Problem 3: Write new_oper1

Implement a constructor for unary operator nodes.

Click to reveal solution
impl ParseNode {
    /// Create a new Oper1 node
    pub fn new_oper1(oper: Operator, operand: ParseNode) -> Self {
        ParseNode::Oper1 {
            oper,
            operand: Box::new(operand),
        }
    }
}

// Usage:
let neg_five = ParseNode::new_oper1(
    Operator::Minus,
    ParseNode::new_intval(5)
);

Problem 4: Pattern Match Practice

Write a function that returns true if a ParseNode is a leaf node (IntVal).

Click to reveal solution
fn is_leaf(node: &ParseNode) -> bool {
    match node {
        ParseNode::IntVal { .. } => true,
        _ => false,
    }
}

// Or using matches! macro:
fn is_leaf(node: &ParseNode) -> bool {
    matches!(node, ParseNode::IntVal { .. })
}

Summary

  1. Rust enums with associated data replace C's struct+union pattern, providing compile-time type safety.

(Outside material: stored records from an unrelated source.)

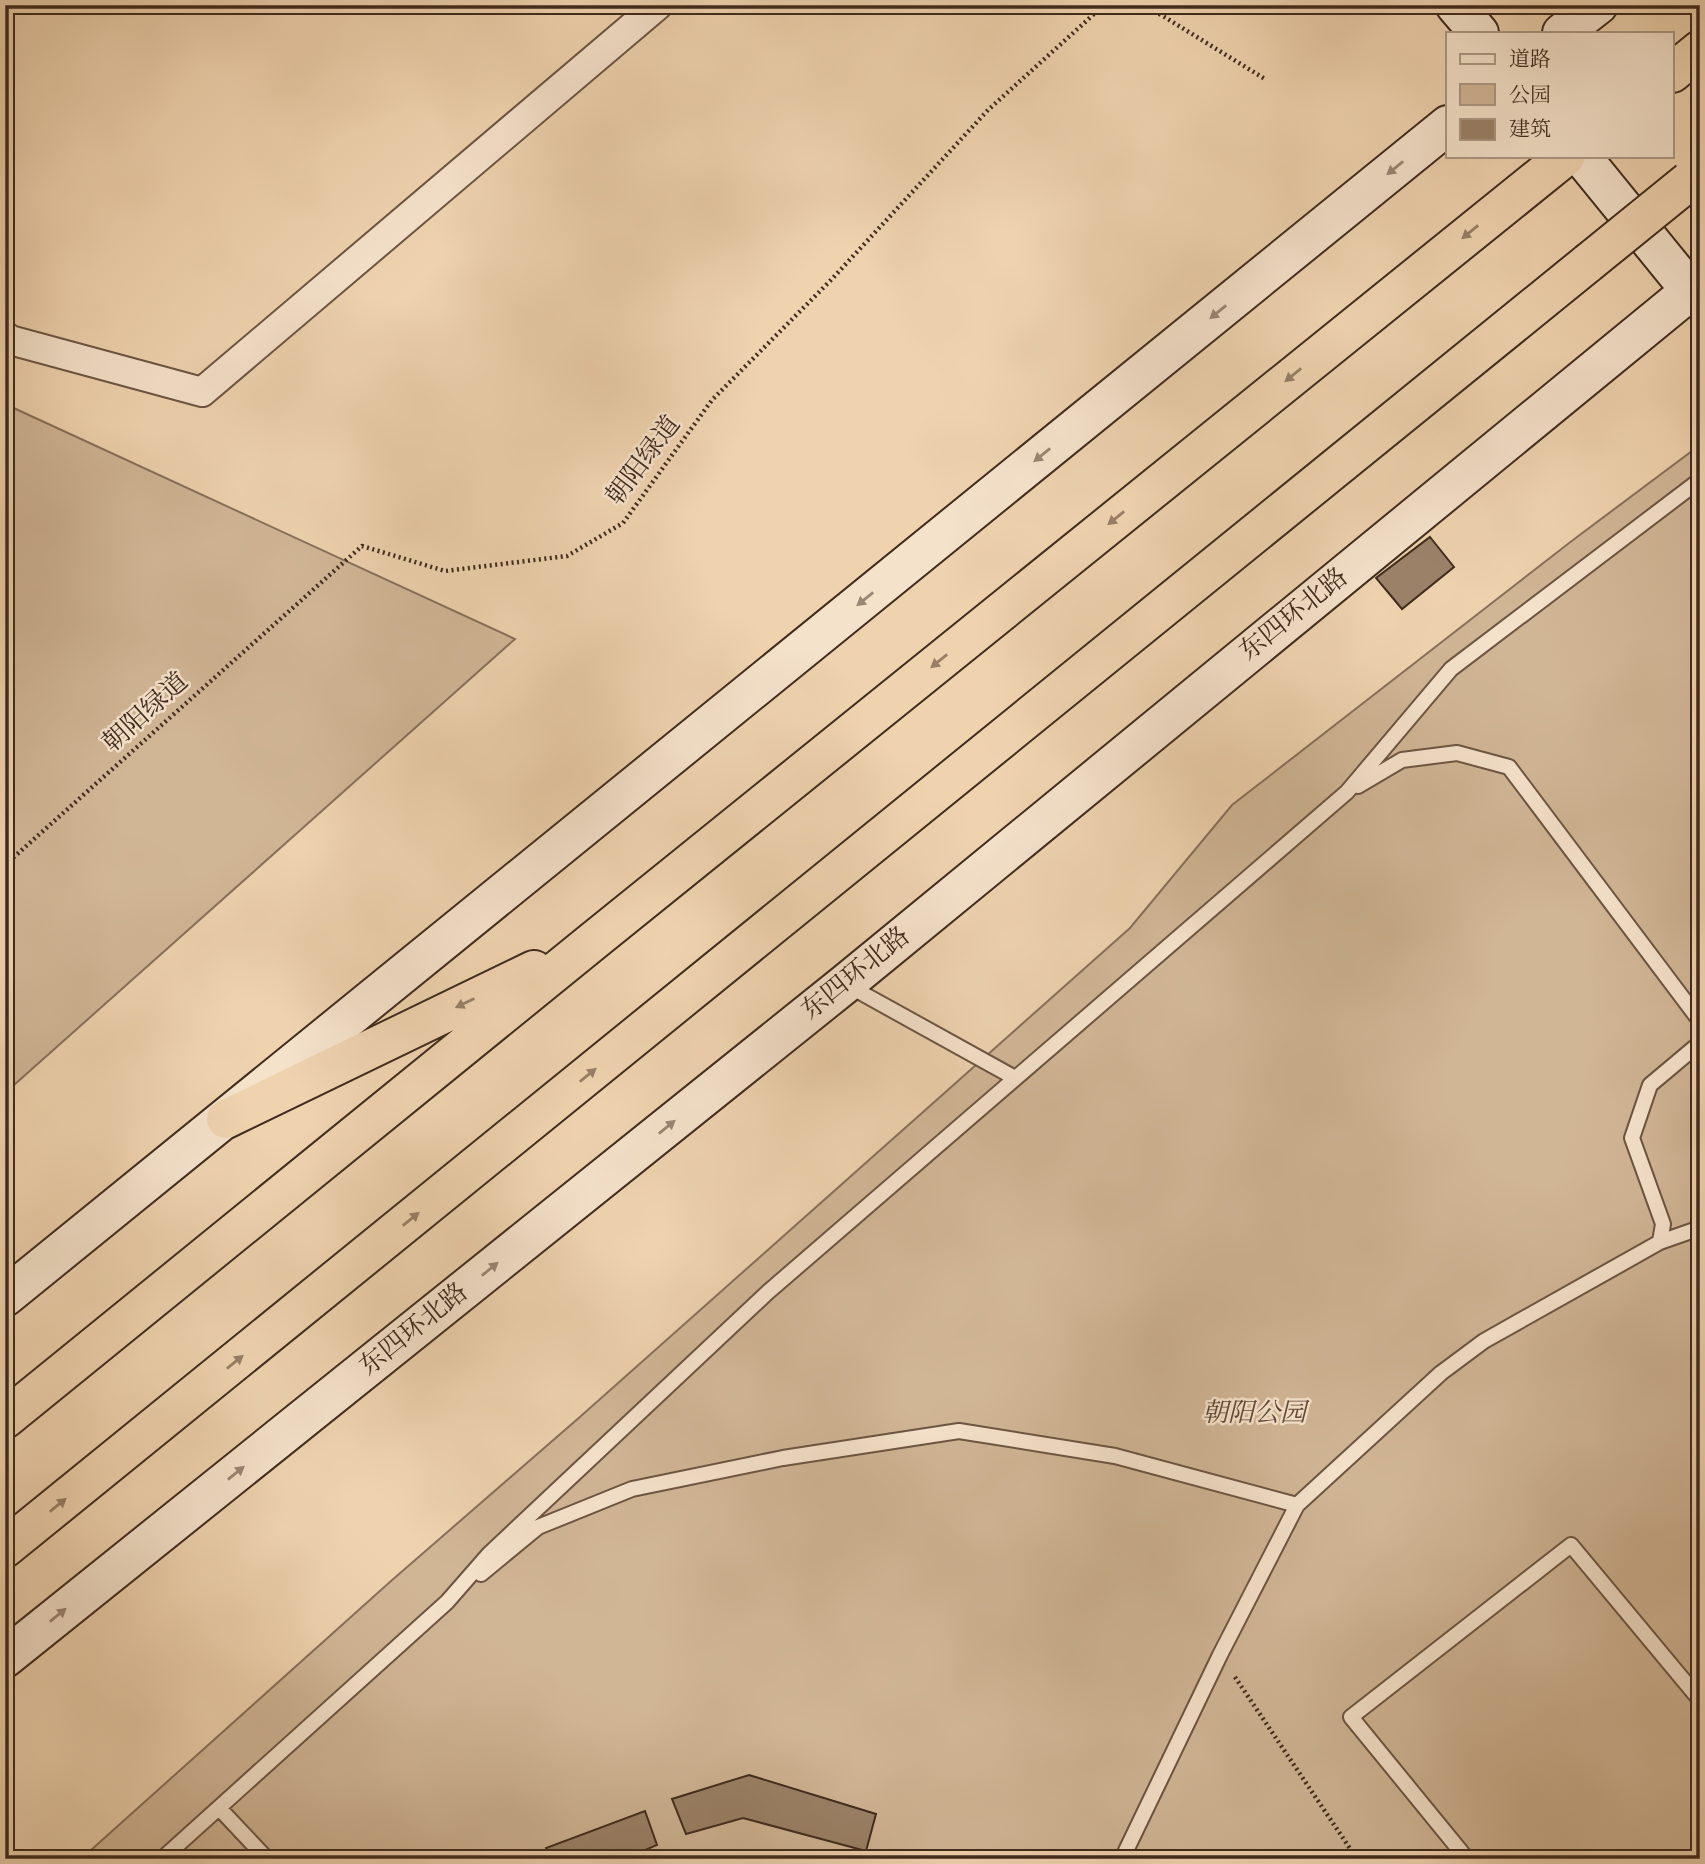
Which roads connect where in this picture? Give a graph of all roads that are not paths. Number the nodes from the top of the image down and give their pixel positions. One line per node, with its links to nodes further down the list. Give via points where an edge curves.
1 (658, 5): 15 (street, via 202,392)
2 (1455, 5): 5 (street)
3 (1481, 5): 6 (street)
4 (1598, 5): 7 (street)
5 (1478, 32)
6 (1494, 32)
7 (1563, 32)
8 (1700, 50): 9 (highway)
9 (1674, 71)
10 (1446, 127): 23 (street, one-way to 23)
11 (1563, 158): 18 (highway, one-way to 18)
12 (1583, 158): 14 (street)
13 (1695, 177): 29 (highway, one-way to 13, bridge)
14 (1697, 288): 19 (street, 东四环北路)
15 (5, 336)
16 (1700, 480): 17 (lane, via 1451,669)
17 (1346, 792): 20 (lane, via 1402,760 1457,753 1509,767); 22 (lane)
18 (592, 942): 23 (highway, one-way to 23); 27 (highway)
19 (845, 984): 22 (lane); 31 (street, 东四环北路, one-way to 19)
20 (1700, 1021)
21 (1700, 1043): 25 (lane, via 1650,1085 1632,1138 1663,1224)
22 (1015, 1077): 30 (lane, via 768,1292 489,1554)
23 (226, 1119): 26 (street)
24 (1700, 1228): 25 (lane)
25 (1660, 1242): 28 (lane, via 1484,1341 1441,1373)
26 (5, 1297)
27 (5, 1419)
28 (1297, 1505): 30 (lane, via 1115,1457 959,1431 783,1458 632,1489 538,1527); 36 (lane)
29 (5, 1548)
30 (447, 1602): 33 (lane)
31 (5, 1658)
32 (1700, 1700): 37 (lane, via 1571,1545 1351,1717)
33 (219, 1808): 34 (lane); 35 (lane)
34 (162, 1859)
35 (267, 1859)
36 (1122, 1859)
37 (1467, 1859)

  2. Box<T> enables recursive data structures by moving node data to the heap.

  3. Ownership transfer happens naturally when passing nodes to constructors - no explicit memory management needed.

  4. Pattern matching with match provides exhaustive handling of all node types and token types.

  5. Constructors like new_oper2 encapsulate Box::new() calls and provide clean APIs.

  6. Mutable references (&mut) are used for the scan table since parsing modifies the cursor position.

  7. The overall parsing logic is identical to C - only the data representation and memory management differ.